** GOAL OF THE EXERCISE **
Below is a set of records. Please retype every one exactly.

━━━ DATA RECORDS ━━━

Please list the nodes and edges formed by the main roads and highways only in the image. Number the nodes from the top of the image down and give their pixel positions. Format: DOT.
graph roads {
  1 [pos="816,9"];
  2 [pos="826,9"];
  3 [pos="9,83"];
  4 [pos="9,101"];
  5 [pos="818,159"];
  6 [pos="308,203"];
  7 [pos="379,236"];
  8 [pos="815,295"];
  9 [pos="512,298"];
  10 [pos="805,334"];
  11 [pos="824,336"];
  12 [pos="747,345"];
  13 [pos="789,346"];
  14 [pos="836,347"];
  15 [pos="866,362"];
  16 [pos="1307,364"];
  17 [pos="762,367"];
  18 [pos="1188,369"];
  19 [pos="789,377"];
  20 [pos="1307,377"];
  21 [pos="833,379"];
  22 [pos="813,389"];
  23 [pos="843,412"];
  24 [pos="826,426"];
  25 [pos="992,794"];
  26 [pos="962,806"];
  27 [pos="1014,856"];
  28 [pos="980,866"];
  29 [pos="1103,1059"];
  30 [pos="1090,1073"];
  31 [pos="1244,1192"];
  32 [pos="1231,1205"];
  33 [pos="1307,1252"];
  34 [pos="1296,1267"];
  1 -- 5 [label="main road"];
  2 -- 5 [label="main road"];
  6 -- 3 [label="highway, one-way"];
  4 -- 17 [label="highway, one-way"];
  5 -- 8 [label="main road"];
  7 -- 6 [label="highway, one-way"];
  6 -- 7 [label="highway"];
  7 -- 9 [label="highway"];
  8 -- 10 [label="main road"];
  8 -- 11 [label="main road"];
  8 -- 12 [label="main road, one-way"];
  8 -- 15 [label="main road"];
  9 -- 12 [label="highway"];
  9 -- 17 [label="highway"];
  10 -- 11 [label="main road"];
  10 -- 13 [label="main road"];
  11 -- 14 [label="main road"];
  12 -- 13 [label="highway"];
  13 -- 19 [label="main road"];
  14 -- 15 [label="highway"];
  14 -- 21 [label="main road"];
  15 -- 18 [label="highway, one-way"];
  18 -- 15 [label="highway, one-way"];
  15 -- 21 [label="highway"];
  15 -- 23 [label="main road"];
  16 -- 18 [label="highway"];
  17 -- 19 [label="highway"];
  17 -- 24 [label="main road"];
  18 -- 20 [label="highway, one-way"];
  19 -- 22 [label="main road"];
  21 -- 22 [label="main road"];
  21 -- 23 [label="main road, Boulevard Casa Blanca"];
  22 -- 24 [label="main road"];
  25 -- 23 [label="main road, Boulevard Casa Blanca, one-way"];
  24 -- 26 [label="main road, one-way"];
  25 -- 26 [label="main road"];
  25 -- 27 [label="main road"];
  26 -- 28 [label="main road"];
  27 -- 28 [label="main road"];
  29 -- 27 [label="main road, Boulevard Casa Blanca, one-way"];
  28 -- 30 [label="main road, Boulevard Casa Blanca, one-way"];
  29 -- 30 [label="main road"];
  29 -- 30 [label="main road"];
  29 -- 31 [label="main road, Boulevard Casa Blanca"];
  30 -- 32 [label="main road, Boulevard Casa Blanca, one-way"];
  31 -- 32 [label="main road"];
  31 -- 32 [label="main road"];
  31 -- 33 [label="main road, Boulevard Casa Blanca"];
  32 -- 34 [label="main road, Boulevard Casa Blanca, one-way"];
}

━━━

** RESPONSE FOR THIS EXERCISE **
Please list the nodes and edges formed by the main roads and highways only in the image. Number the nodes from the top of the image down and give their pixel positions. Format: DOT.
graph roads {
  1 [pos="816,9"];
  2 [pos="826,9"];
  3 [pos="9,83"];
  4 [pos="9,101"];
  5 [pos="818,159"];
  6 [pos="308,203"];
  7 [pos="379,236"];
  8 [pos="815,295"];
  9 [pos="512,298"];
  10 [pos="805,334"];
  11 [pos="824,336"];
  12 [pos="747,345"];
  13 [pos="789,346"];
  14 [pos="836,347"];
  15 [pos="866,362"];
  16 [pos="1307,364"];
  17 [pos="762,367"];
  18 [pos="1188,369"];
  19 [pos="789,377"];
  20 [pos="1307,377"];
  21 [pos="833,379"];
  22 [pos="813,389"];
  23 [pos="843,412"];
  24 [pos="826,426"];
  25 [pos="992,794"];
  26 [pos="962,806"];
  27 [pos="1014,856"];
  28 [pos="980,866"];
  29 [pos="1103,1059"];
  30 [pos="1090,1073"];
  31 [pos="1244,1192"];
  32 [pos="1231,1205"];
  33 [pos="1307,1252"];
  34 [pos="1296,1267"];
  1 -- 5 [label="main road"];
  2 -- 5 [label="main road"];
  6 -- 3 [label="highway, one-way"];
  4 -- 17 [label="highway, one-way"];
  5 -- 8 [label="main road"];
  7 -- 6 [label="highway, one-way"];
  6 -- 7 [label="highway"];
  7 -- 9 [label="highway"];
  8 -- 10 [label="main road"];
  8 -- 11 [label="main road"];
  8 -- 12 [label="main road, one-way"];
  8 -- 15 [label="main road"];
  9 -- 12 [label="highway"];
  9 -- 17 [label="highway"];
  10 -- 11 [label="main road"];
  10 -- 13 [label="main road"];
  11 -- 14 [label="main road"];
  12 -- 13 [label="highway"];
  13 -- 19 [label="main road"];
  14 -- 15 [label="highway"];
  14 -- 21 [label="main road"];
  15 -- 18 [label="highway, one-way"];
  18 -- 15 [label="highway, one-way"];
  15 -- 21 [label="highway"];
  15 -- 23 [label="main road"];
  16 -- 18 [label="highway"];
  17 -- 19 [label="highway"];
  17 -- 24 [label="main road"];
  18 -- 20 [label="highway, one-way"];
  19 -- 22 [label="main road"];
  21 -- 22 [label="main road"];
  21 -- 23 [label="main road, Boulevard Casa Blanca"];
  22 -- 24 [label="main road"];
  25 -- 23 [label="main road, Boulevard Casa Blanca, one-way"];
  24 -- 26 [label="main road, one-way"];
  25 -- 26 [label="main road"];
  25 -- 27 [label="main road"];
  26 -- 28 [label="main road"];
  27 -- 28 [label="main road"];
  29 -- 27 [label="main road, Boulevard Casa Blanca, one-way"];
  28 -- 30 [label="main road, Boulevard Casa Blanca, one-way"];
  29 -- 30 [label="main road"];
  29 -- 30 [label="main road"];
  29 -- 31 [label="main road, Boulevard Casa Blanca"];
  30 -- 32 [label="main road, Boulevard Casa Blanca, one-way"];
  31 -- 32 [label="main road"];
  31 -- 32 [label="main road"];
  31 -- 33 [label="main road, Boulevard Casa Blanca"];
  32 -- 34 [label="main road, Boulevard Casa Blanca, one-way"];
}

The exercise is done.